Version tag for routing. Changing the tag triggers a forced redeploy onto fresh workers (Tier 4 update).
version_label
Optional[str]
Optional semantic version label displayed in the console.
api_key
str
Vast API key. Resolves from VAST_API_KEY env var or ~/.vast_api_key if omitted.
ttl
Optional[float]
Seconds of client-idle before the deployment auto-tears down. None keeps it running indefinitely.
autoscaler_instance
str
default:"\"prod\""
Serverless engine instance to target.
autoscaler_url
Optional[str]
Override URL for the autoscaler. Leave unset for production.
webserver_url
str
default:"\"https://console.vast.ai\""
Vast API base URL.

Methods

image

image(from_image: str, storage: int) -> Image
Configure the deployment’s Docker image and attach pip/apt packages, env vars, and hardware requirements. Returns an Image whose methods chain (pip_install, apt_get, env, require, run_script, copy, venv, use_system_python, publish_port).
from_image
str
required
Docker image. Supports @vastai-automatic-tag for Vast-managed base images.
storage
int
required
Worker disk allocation, in GB.

configure_autoscaling

configure_autoscaling(**kwargs)
Set autoscaling parameters. Callable multiple times — later calls merge into earlier settings. Accepts: cold_workers, max_workers, min_load, min_cold_load, target_util, cold_mult, max_queue_time, target_queue_time, inactivity_timeout.

remote

@app.remote(
    benchmark_dataset: Optional[list[dict]] = None,
    benchmark_generator: Optional[Callable[[], dict]] = None,
    benchmark_runs: int = 10,
)
Decorator that marks an async function for remote execution on GPU workers. Exactly one @remote function per deployment must supply a benchmark (via benchmark_dataset or benchmark_generator).

context

@app.context(*args, **kwargs)
Class decorator that registers an async context manager whose lifecycle is tied to the worker. Use for heavy setup (models, engines, DB connections) that should load once at worker startup. The decorated class must implement __aenter__ / __aexit__.

get_context

get_context(context_class: Type[AsyncContextManager[T]]) -> T
Retrieve an initialized context from within a @remote function.

ensure_ready

ensure_ready()
Synchronous, blocking call. Packages the deployment, registers it with the Vast API, uploads the tarball if code changed, and triggers the appropriate update tier. Must be called before invoking any @remote functions.

lookup

Deployment.lookup(name: str) -> Optional[Deployment]
Class method.

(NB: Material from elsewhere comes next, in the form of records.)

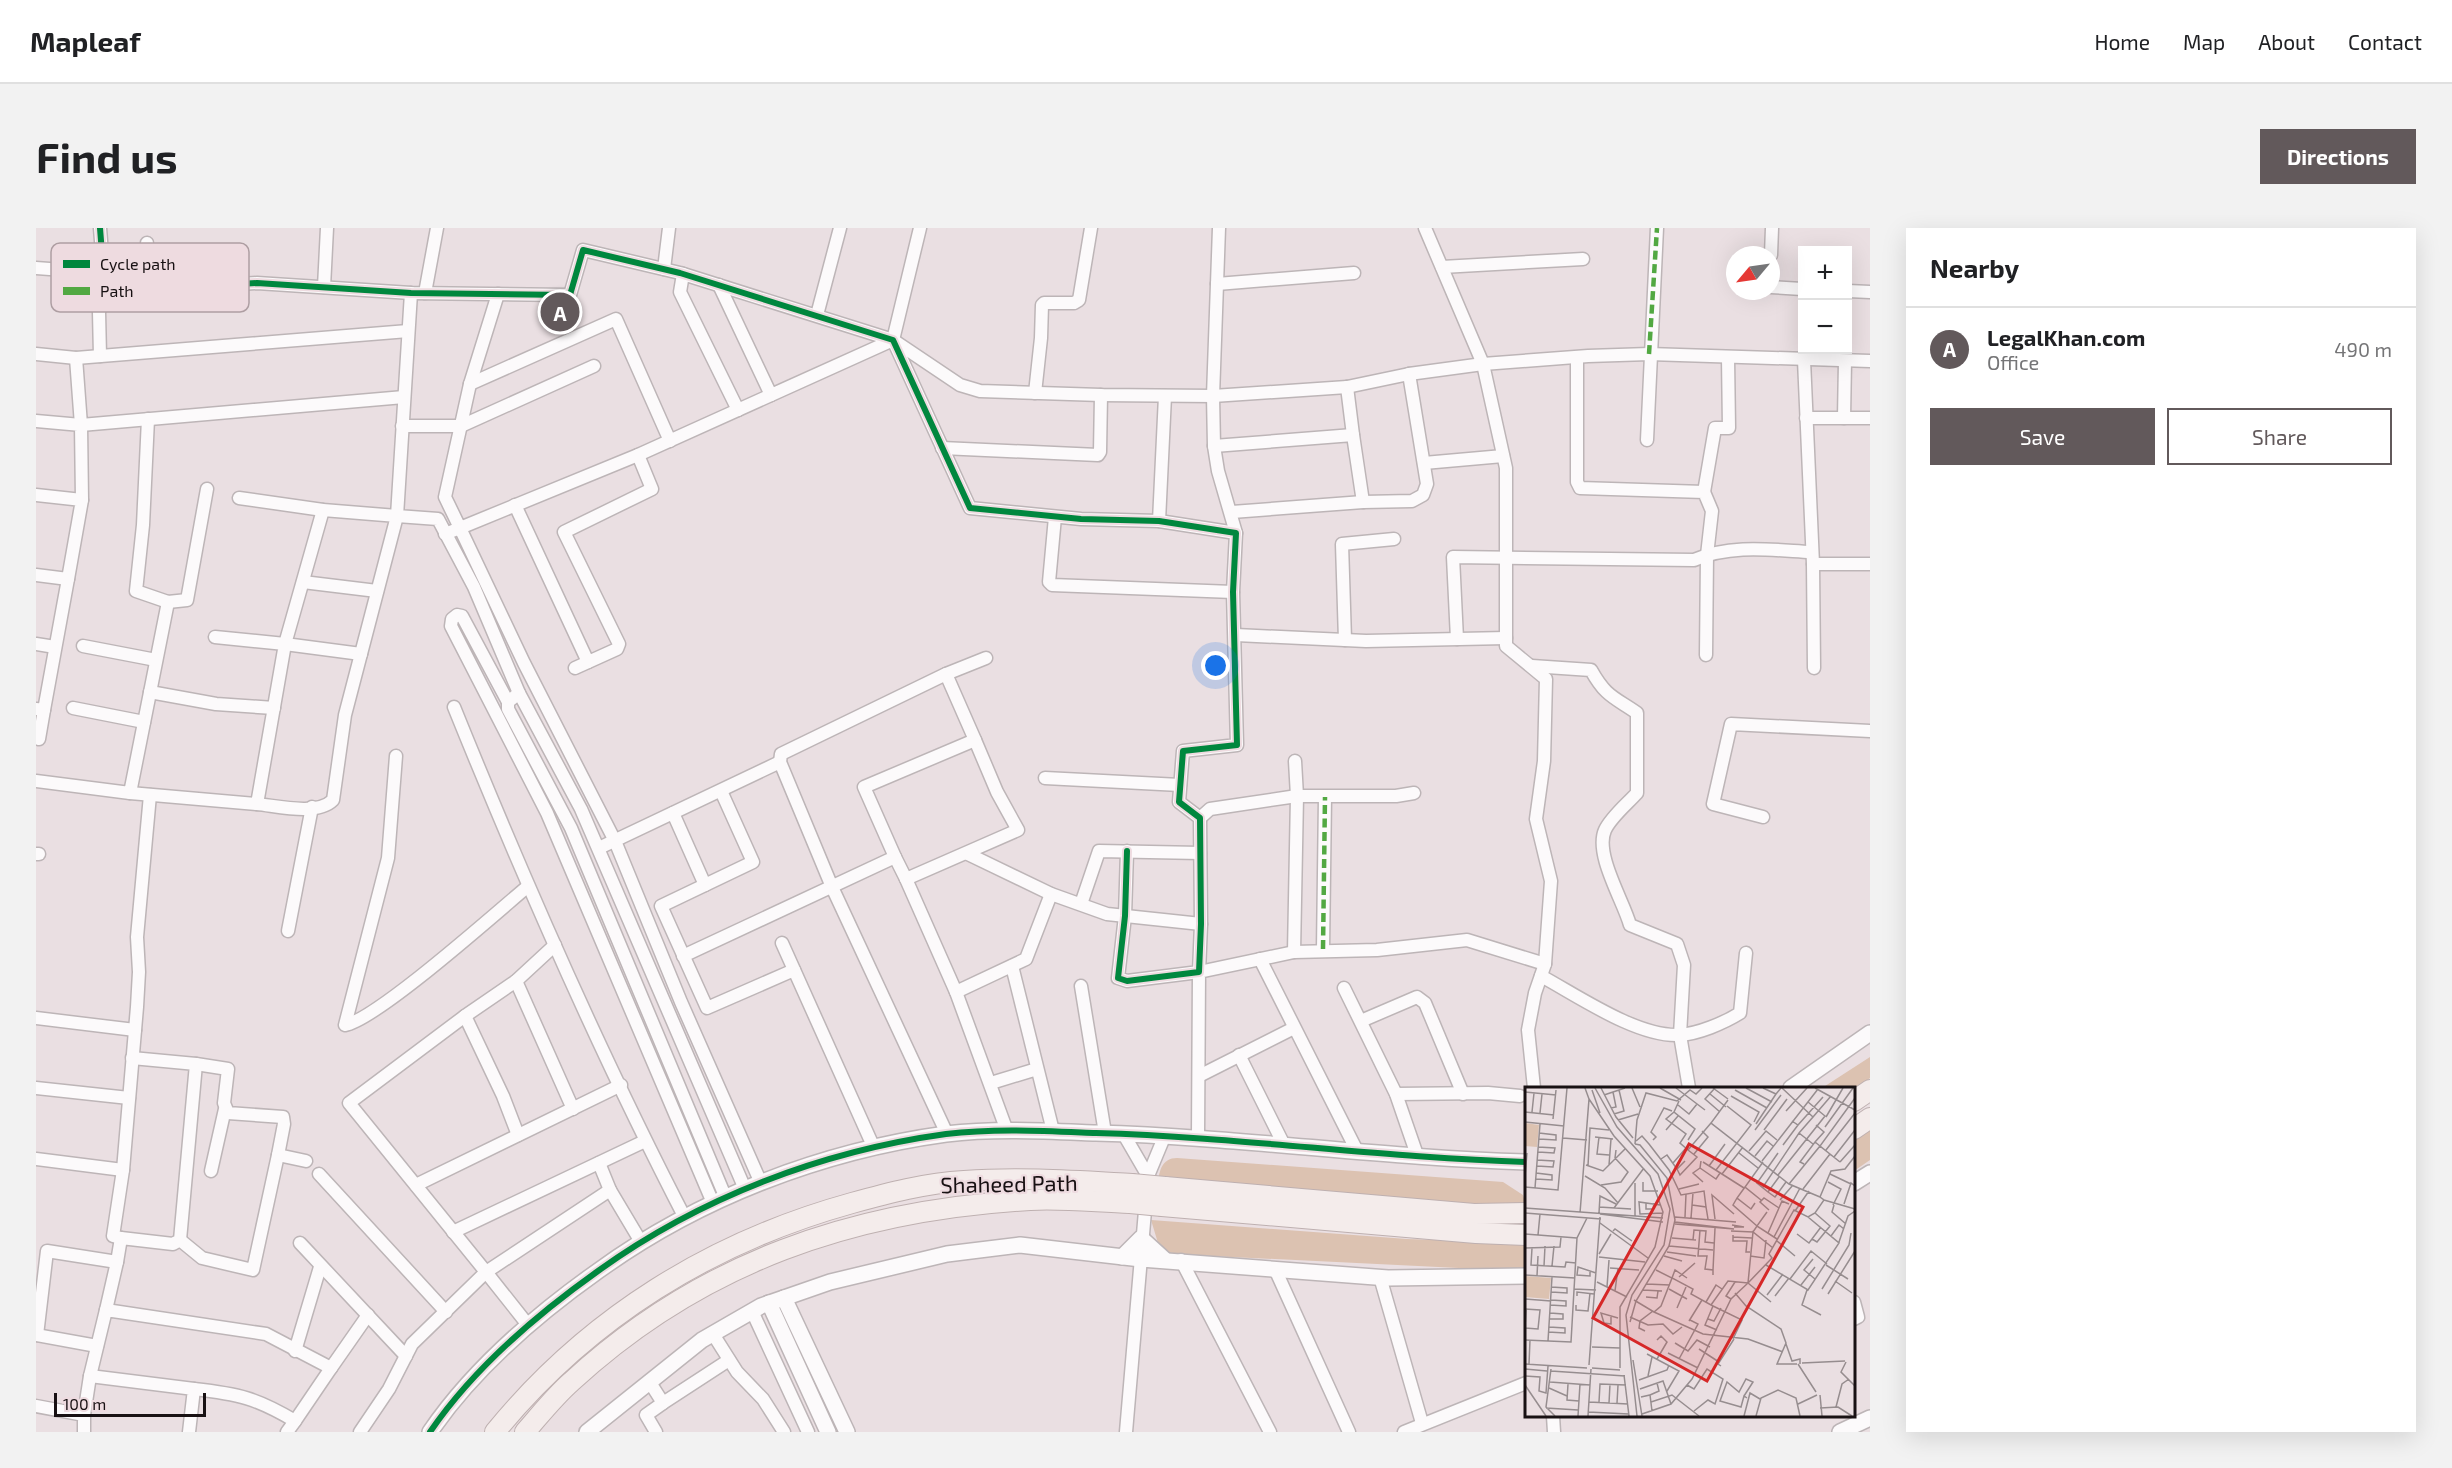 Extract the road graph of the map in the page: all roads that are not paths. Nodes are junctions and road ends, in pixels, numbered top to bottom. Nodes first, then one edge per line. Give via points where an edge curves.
1 (100, 228) edge
2 (327, 228) edge
3 (437, 228) edge
4 (669, 228) edge
5 (840, 228) edge
6 (920, 228) edge
7 (1091, 228) edge
8 (1220, 228) edge
9 (1425, 228) edge
10 (1657, 228) edge
11 (1772, 228) edge
12 (101, 243) edge
13 (1771, 246) edge
14 (1583, 259) dead end
15 (1442, 267) junction
16 (36, 268) edge
17 (51, 269) edge
18 (664, 269) junction
19 (683, 273) junction
20 (1354, 273) dead end
21 (249, 283) edge
22 (1217, 284) junction
23 (719, 285) junction
24 (324, 287) junction
25 (1780, 288) edge
26 (1798, 289) edge
27 (1852, 291) edge
28 (1870, 292) edge
29 (411, 293) junction
30 (425, 293) junction
31 (498, 294) junction
32 (99, 312) edge
33 (817, 315) junction
34 (408, 331) junction
35 (893, 340) junction
36 (36, 354) edge
37 (1649, 354) junction
38 (100, 356) junction
39 (76, 358) junction
40 (1576, 358) junction
41 (1728, 358) junction
42 (1804, 360) junction
43 (1845, 361) junction
44 (1870, 361) edge
45 (1483, 364) junction
46 (594, 366) dead end
47 (1409, 374) junction
48 (470, 384) junction
49 (1347, 387) junction
50 (1035, 393) junction
51 (771, 395) junction
52 (1101, 395) junction
53 (1165, 396) junction
54 (1213, 396) junction
55 (404, 397) junction
56 (738, 410) junction
57 (1806, 417) junction
58 (1844, 418) junction
59 (1870, 418) edge
60 (148, 419) junction
61 (36, 421) edge
62 (81, 425) junction
63 (402, 426) junction
64 (462, 426) junction
65 (1353, 435) junction
66 (1647, 440) dead end
67 (670, 441) junction
68 (1214, 446) junction
69 (942, 447) junction
70 (638, 455) junction
71 (1503, 456) junction
72 (1424, 463) junction
73 (207, 489) dead end
74 (1704, 492) junction
75 (36, 495) edge
76 (239, 498) dead end
77 (82, 500) junction
78 (1363, 502) junction
79 (515, 506) junction
80 (322, 510) junction
81 (1232, 512) junction
82 (397, 516) junction
83 (1055, 517) junction
84 (1160, 521) junction
85 (460, 528) junction
86 (1236, 533) junction
87 (445, 534) junction
88 (1394, 539) dead end
89 (1707, 555) junction
90 (1812, 558) junction
91 (1506, 560) junction
92 (1870, 564) edge
93 (36, 575) edge
94 (68, 579) junction
95 (303, 582) junction
96 (377, 591) junction
97 (1233, 592) junction
98 (168, 602) junction
99 (1236, 635) junction
100 (215, 637) dead end
101 (1506, 638) junction
102 (1456, 639) junction
103 (1345, 640) junction
104 (36, 644) edge
105 (285, 644) junction
106 (83, 646) dead end
107 (55, 647) junction
108 (361, 654) junction
109 (1706, 655) dead end
110 (986, 658) dead end
111 (156, 660) junction
112 (588, 662) junction
113 (1532, 666) junction
114 (575, 668) dead end
115 (1814, 668) dead end
116 (946, 674) junction
117 (150, 692) junction
118 (519, 693) junction
119 (508, 702) junction
120 (454, 707) dead end
121 (73, 708) dead end
122 (274, 708) junction
123 (40, 709) edge
124 (144, 722) junction
125 (1870, 731) edge
126 (39, 739) dead end
127 (975, 740) junction
128 (396, 756) dead end
129 (1295, 761) dead end
130 (780, 762) junction
131 (1045, 778) dead end
132 (36, 781) edge
133 (1180, 785) junction
134 (721, 791) junction
135 (130, 793) junction
136 (1414, 793) dead end
137 (150, 795) junction
138 (1297, 796) junction
139 (1324, 797) junction
140 (257, 804) junction
141 (312, 807) junction
142 (674, 813) junction
143 (1763, 817) dead end
144 (1200, 818) junction
145 (615, 841) junction
146 (598, 848) junction
147 (1127, 851) junction
148 (1200, 853) junction
149 (968, 854) junction
150 (896, 857) junction
151 (906, 879) junction
152 (705, 885) junction
153 (527, 887) junction
154 (832, 887) junction
155 (1051, 894) junction
156 (1081, 904) junction
157 (1125, 916) junction
158 (1202, 924) junction
159 (288, 932) dead end
160 (782, 943) dead end
161 (555, 945) junction
162 (1323, 949) junction
163 (1294, 952) junction
164 (1746, 952) dead end
165 (683, 956) junction
166 (1260, 959) junction
167 (1545, 964) junction
168 (1012, 966) junction
169 (794, 970) junction
170 (1199, 972) junction
171 (1541, 976) junction
172 (516, 981) junction
173 (1081, 986) dead end
174 (1344, 988) dead end
175 (956, 992) junction
176 (465, 1016) junction
177 (36, 1018) edge
178 (1361, 1022) junction
179 (1294, 1028) junction
180 (135, 1030) junction
181 (1870, 1033) edge
182 (1680, 1035) junction
183 (1239, 1055) junction
184 (132, 1058) junction
185 (196, 1064) junction
186 (1037, 1070) junction
187 (1199, 1076) junction
188 (991, 1083) junction
189 (621, 1085) junction
190 (1534, 1087) edge
191 (1689, 1087) edge
192 (1794, 1087) edge
193 (36, 1088) edge
194 (1870, 1090) edge
195 (1396, 1094) junction
196 (1463, 1095) junction
197 (1521, 1096) dead end
198 (129, 1098) junction
199 (1855, 1100) edge
200 (225, 1108) junction
201 (573, 1109) junction
202 (1870, 1118) edge
203 (1855, 1128) edge
204 (1007, 1131) junction
205 (1053, 1131) junction
206 (1105, 1133) junction
207 (1123, 1133) junction
208 (947, 1134) junction
209 (518, 1135) junction
210 (1165, 1135) junction
211 (1198, 1136) junction
212 (645, 1141) junction
213 (1284, 1145) junction
214 (874, 1148) junction
215 (1357, 1151) junction
216 (278, 1155) junction
217 (1417, 1155) junction
218 (36, 1159) edge
219 (306, 1161) dead end
220 (1525, 1162) edge
221 (599, 1163) junction
222 (123, 1170) junction
223 (211, 1171) dead end
224 (1870, 1173) edge
225 (319, 1174) dead end
226 (1855, 1182) edge
227 (761, 1183) junction
228 (416, 1185) junction
229 (745, 1189) junction
230 (610, 1190) junction
231 (1147, 1191) junction
232 (719, 1199) junction
233 (1518, 1214) edge
234 (685, 1218) junction
235 (453, 1232) junction
236 (1142, 1232) junction
237 (1520, 1235) edge
238 (120, 1238) junction
239 (180, 1240) junction
240 (640, 1242) junction
241 (300, 1244) dead end
242 (42, 1250) edge
243 (1122, 1257) junction
244 (1153, 1257) junction
245 (1180, 1260) junction
246 (117, 1262) junction
247 (320, 1267) junction
248 (1275, 1269) junction
249 (486, 1272) junction
250 (1525, 1276) edge
251 (1380, 1277) junction
252 (776, 1300) junction
253 (106, 1310) junction
254 (752, 1311) junction
255 (446, 1312) junction
256 (368, 1315) junction
257 (528, 1325) junction
258 (713, 1334) junction
259 (36, 1335) edge
260 (98, 1346) junction
261 (295, 1351) junction
262 (406, 1356) junction
263 (729, 1360) junction
264 (331, 1368) junction
265 (90, 1376) junction
266 (649, 1381) junction
267 (1525, 1384) edge
268 (194, 1389) junction
269 (663, 1403) junction
270 (36, 1406) edge
271 (84, 1415) junction
272 (1553, 1417) edge
273 (1870, 1418) edge
274 (295, 1421) junction
275 (1422, 1423) junction
276 (84, 1432) edge
277 (189, 1432) edge
278 (288, 1432) edge
279 (360, 1432) edge
280 (430, 1432) edge
281 (495, 1432) edge
282 (525, 1432) edge
283 (587, 1432) edge
284 (656, 1432) edge
285 (784, 1432) edge
286 (808, 1432) edge
287 (828, 1432) edge
288 (847, 1432) edge
289 (1126, 1432) edge
290 (1270, 1432) edge
291 (1349, 1432) edge
292 (1404, 1432) edge
293 (1554, 1432) edge
294 (1840, 1432) edge

1 - 12 street
2 - 24 street
3 - 30 street
4 - 18 street
5 - 33 street
6 - 35 street
7 - 50 street via 1079,300 1041,306
8 - 22 street
9 - 15 street
10 - 37 street
11 - 13 street
14 - 15 street
15 - 45 street
16 - 17 street
18 - 19 street
18 - 31 street via 583,250 570,295
19 - 23 street
19 - 56 street via 680,292
20 - 22 street
21 - 24 street
22 - 54 street
23 - 33 street
23 - 51 street
24 - 29 street
25 - 26 street
27 - 28 street
29 - 30 street
29 - 34 street
30 - 31 street
31 - 48 street
32 - 38 street
33 - 35 street
34 - 38 street
34 - 55 street
35 - 50 street via 960,385 980,391
35 - 51 street
35 - 69 street
36 - 39 street
37 - 40 street
37 - 41 street
37 - 66 street
38 - 39 street
39 - 62 street
40 - 45 street
40 - 74 street via 1580,488
41 - 42 street
41 - 74 street via 1729,428 1715,428
42 - 43 street
42 - 57 street
43 - 44 street
43 - 58 street
45 - 47 street
45 - 71 street
46 - 64 street
47 - 49 street
47 - 72 street
48 - 64 street
48 - 67 street via 616,319
49 - 54 street
49 - 65 street
50 - 52 street
51 - 56 street
52 - 53 street
52 - 69 street via 1098,455
53 - 54 street
53 - 84 street
54 - 68 street
55 - 60 street
55 - 63 street
56 - 67 street
57 - 58 street
57 - 90 street
58 - 59 street
60 - 62 street
60 - 98 street via 136,591
61 - 62 street
62 - 77 street
63 - 64 street
63 - 82 street
64 - 85 street via 445,497
65 - 68 street
65 - 78 street
67 - 70 street
68 - 81 street
69 - 83 street via 970,508
70 - 79 street
70 - 112 street via 652,489 564,532 619,644 617,649
71 - 72 street
71 - 91 street
72 - 78 street via 1427,484 1423,495 1412,501
73 - 98 street via 187,600
74 - 89 street via 1712,511
75 - 77 street
76 - 80 street
77 - 94 street
78 - 81 street
79 - 85 street
79 - 112 street
80 - 82 street
80 - 95 street
81 - 86 street
82 - 87 street via 438,519
82 - 96 street
83 - 84 street
83 - 97 street via 1049,582 1052,585
84 - 86 street
85 - 87 street
85 - 145 street
86 - 97 street
87 - 118 street via 474,587
88 - 103 street via 1342,544
89 - 90 street via 1744,549
89 - 91 street via 1694,560
89 - 109 street
90 - 92 street
90 - 115 street
91 - 101 street
91 - 102 street via 1453,557
93 - 94 street
94 - 107 street
95 - 96 street
95 - 105 street
96 - 108 street
97 - 99 street
98 - 111 street
99 - 103 street
99 - 133 street via 1237,745 1183,751
100 - 105 street
101 - 102 street
101 - 113 street via 1506,646
102 - 103 street
104 - 107 street
105 - 108 street
105 - 122 street
106 - 111 street
107 - 123 street
108 - 141 street via 345,716 333,800
110 - 116 street
111 - 117 street
112 - 114 street
113 - 167 street via 1546,679 1544,761 1536,819 1551,881
113 - 182 street via 1591,670 1601,688 1637,713 1636,793 1605,830 1604,843 1611,879 1630,925 1677,944 1683,957
116 - 127 street
116 - 130 street via 781,754
117 - 122 street via 216,704
117 - 124 street
118 - 119 street
118 - 146 street
119 - 232 street via 508,709 571,828
119 - 232 street via 462,616 457,615 451,626 547,813
120 - 153 street
121 - 124 street
122 - 140 street
123 - 126 street
124 - 135 street
125 - 143 street via 1731,724 1713,804
127 - 149 street via 1018,830
127 - 150 street via 864,787
128 - 153 street via 388,858 345,1025 394,996
129 - 138 street
130 - 134 street
130 - 154 street
131 - 133 street
132 - 135 street
133 - 144 street via 1179,802
134 - 142 street
134 - 152 street via 753,862
135 - 137 street
136 - 139 street
137 - 140 street
137 - 180 street via 136,937 139,972
138 - 139 street
138 - 144 street via 1210,809
138 - 163 street
139 - 162 street
140 - 141 street
141 - 159 street
142 - 145 street
142 - 152 street
144 - 148 street
145 - 146 street
145 - 227 street
146 - 229 street
147 - 148 street
147 - 156 street via 1099,851 1095,855
147 - 157 street
148 - 158 street
149 - 151 street
149 - 155 street
150 - 151 street
150 - 154 street
151 - 175 street
152 - 165 street via 661,906
153 - 161 street
154 - 165 street
154 - 208 street
155 - 156 street
155 - 168 street via 1026,959
156 - 157 street
157 - 158 street
157 - 170 street via 1118,978 1126,981
158 - 170 street
160 - 169 street
161 - 172 street
161 - 189 street
162 - 163 street
162 - 167 street via 1377,950 1467,940
163 - 166 street
164 - 182 street via 1740,1013 1728,1021
165 - 169 street via 707,1008
166 - 170 street
166 - 179 street
167 - 171 street
168 - 175 street
168 - 186 street
169 - 214 street
170 - 187 street
171 - 182 street via 1633,1024
171 - 190 street via 1528,1030
172 - 176 street
172 - 201 street
173 - 206 street
174 - 178 street
175 - 188 street
176 - 209 street
176 - 228 street via 349,1103
177 - 180 street
178 - 195 street
178 - 196 street via 1417,997 1425,1003
179 - 183 street
179 - 215 street
180 - 184 street
181 - 192 street
182 - 191 street
183 - 187 street
183 - 213 street
184 - 185 street
184 - 198 street
185 - 200 street via 228,1069
185 - 239 street
186 - 188 street
186 - 205 street
187 - 211 street
188 - 204 street
189 - 201 street
189 - 212 street
193 - 198 street
194 - 199 highway
195 - 196 street
195 - 217 street
196 - 197 street
198 - 222 street
200 - 216 street via 228,1113 283,1117
200 - 223 street
201 - 209 street
202 - 203 highway
204 - 205 street
204 - 208 street
205 - 206 street
206 - 207 street
207 - 210 street
207 - 231 street
208 - 214 street
209 - 228 street
210 - 211 street
210 - 231 street
211 - 213 street
212 - 221 street
212 - 234 street
213 - 215 street
214 - 227 street
215 - 217 street
216 - 219 street
216 - 239 street via 253,1270 202,1258
217 - 220 street
218 - 222 street
221 - 230 street
221 - 235 street
222 - 238 street via 113,1236
224 - 226 street
225 - 255 street
227 - 229 street
228 - 235 street
229 - 232 street
230 - 240 street
230 - 249 street
231 - 233 highway, Shaheed Path
231 - 236 street
231 - 237 highway, Shaheed Path
231 - 281 highway, Shaheed Path via 1032,1179 962,1181 893,1191 818,1212 735,1244 648,1292 584,1341 521,1401
231 - 282 highway, Shaheed Path via 915,1212 825,1233 740,1266 660,1310 570,1382
232 - 234 street
234 - 240 street
235 - 249 street
236 - 243 street
236 - 244 street
238 - 239 street via 173,1244
238 - 246 street
240 - 257 street
241 - 247 street
242 - 246 street
242 - 259 street
243 - 244 street
243 - 252 street via 1020,1245 947,1254 886,1267
244 - 245 street
244 - 289 street
245 - 248 street
245 - 290 street
246 - 253 street
247 - 256 street
247 - 261 street
248 - 251 street
248 - 291 street
249 - 255 street
249 - 257 street
250 - 251 street
251 - 275 street
252 - 254 street
252 - 287 street
252 - 288 street
253 - 260 street
253 - 261 street via 243,1329 266,1334
254 - 258 street
254 - 286 street
255 - 262 street via 412,1344
256 - 262 street
256 - 264 street
257 - 280 street
258 - 263 street
258 - 266 street
259 - 260 street
260 - 265 street
261 - 264 street
262 - 279 street
263 - 269 street
263 - 285 street via 763,1399
264 - 274 street
265 - 268 street
265 - 271 street
266 - 269 street
266 - 283 street
267 - 275 street
268 - 274 street via 238,1394
268 - 277 street
269 - 284 street via 646,1415
270 - 271 street
271 - 276 street
272 - 293 street
273 - 294 street
274 - 278 street
275 - 292 street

Retrieve a previously-constructed Deployment by name.

Example

from vastai import Deployment
from vastai.data.query import gpu_name, RTX_4090, RTX_5090

app = Deployment(name="my-app")

@app.remote(benchmark_dataset=[{"x": 2}])
async def square(x):
    return x * x

image = app.image("vastai/base-image:@vastai-automatic-tag", storage=16)
image.require(gpu_name.in_([RTX_4090, RTX_5090]))
app.configure_autoscaling(min_load=1000)
app.ensure_ready()